These aggregates tend to resist compaction and contribute greatly to permeability, favorable bulk density and porosity. The surface layer, rich in organic matter, also is a storehouse of slow-release nutrients that are helpful for plant growth.

The underlying layers are not as productive as the surface layer due to lower organic matter content. Sometimes the subsurface layers have been altered with an accumulation of soluble salts and carbonates.

These accumulations generally are not desirable and may limit the cultivation of some types of plants.

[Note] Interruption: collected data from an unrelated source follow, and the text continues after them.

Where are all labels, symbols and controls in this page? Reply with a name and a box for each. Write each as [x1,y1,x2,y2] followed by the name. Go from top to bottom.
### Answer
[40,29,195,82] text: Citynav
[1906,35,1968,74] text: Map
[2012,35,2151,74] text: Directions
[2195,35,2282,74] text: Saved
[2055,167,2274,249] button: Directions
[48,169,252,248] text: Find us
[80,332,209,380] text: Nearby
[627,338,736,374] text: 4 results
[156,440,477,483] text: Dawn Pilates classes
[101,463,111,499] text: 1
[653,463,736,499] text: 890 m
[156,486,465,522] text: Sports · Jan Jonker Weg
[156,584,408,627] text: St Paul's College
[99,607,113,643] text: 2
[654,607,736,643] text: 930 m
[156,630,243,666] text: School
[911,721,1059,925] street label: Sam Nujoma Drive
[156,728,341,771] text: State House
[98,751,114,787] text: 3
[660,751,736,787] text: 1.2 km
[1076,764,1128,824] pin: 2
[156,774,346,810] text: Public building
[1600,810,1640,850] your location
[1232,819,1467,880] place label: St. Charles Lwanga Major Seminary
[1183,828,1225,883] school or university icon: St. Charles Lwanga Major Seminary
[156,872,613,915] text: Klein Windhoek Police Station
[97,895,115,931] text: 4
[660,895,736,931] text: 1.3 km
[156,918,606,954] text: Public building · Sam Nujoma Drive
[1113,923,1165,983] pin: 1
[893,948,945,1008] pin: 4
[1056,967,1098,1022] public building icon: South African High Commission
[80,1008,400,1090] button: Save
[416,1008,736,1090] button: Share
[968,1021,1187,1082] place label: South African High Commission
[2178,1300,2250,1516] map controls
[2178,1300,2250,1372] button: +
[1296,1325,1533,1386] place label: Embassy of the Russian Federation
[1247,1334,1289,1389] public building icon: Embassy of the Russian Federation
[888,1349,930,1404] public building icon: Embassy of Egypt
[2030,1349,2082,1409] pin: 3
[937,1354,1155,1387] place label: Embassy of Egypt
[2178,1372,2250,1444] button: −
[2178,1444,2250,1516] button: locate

With ornamentals, having a subsoil chemical analysis before selecting adapted species for planting is particularly important. Subsoils cannot be improved easily.

Soil Evaluation

Soil evaluation should begin with physical observations. Physical problems or limitations are most difficult to remedy, so knowing if the soil has any restrictions on use is important to determine.



Look for an abundance of fine, white roots under previous plant growth. Well-aggregated soils with bright yellow subsoil are indicators of well-aerated subsoils. Poorly aerated soils may have a musty smell from fungal growth or be dark, drab gray or olive.


In general, poor aeration is caused by high clay content, compaction and/or natural depressional landscape positions. Take care to not overwater. Choose a better landscape position for garden plants or consider a raised bed.

Mechanical core aerators can be used to alleviate compaction. Natural shrinking and swelling of clay will fill in the cavities made by the coring machine, forming smaller aggregates.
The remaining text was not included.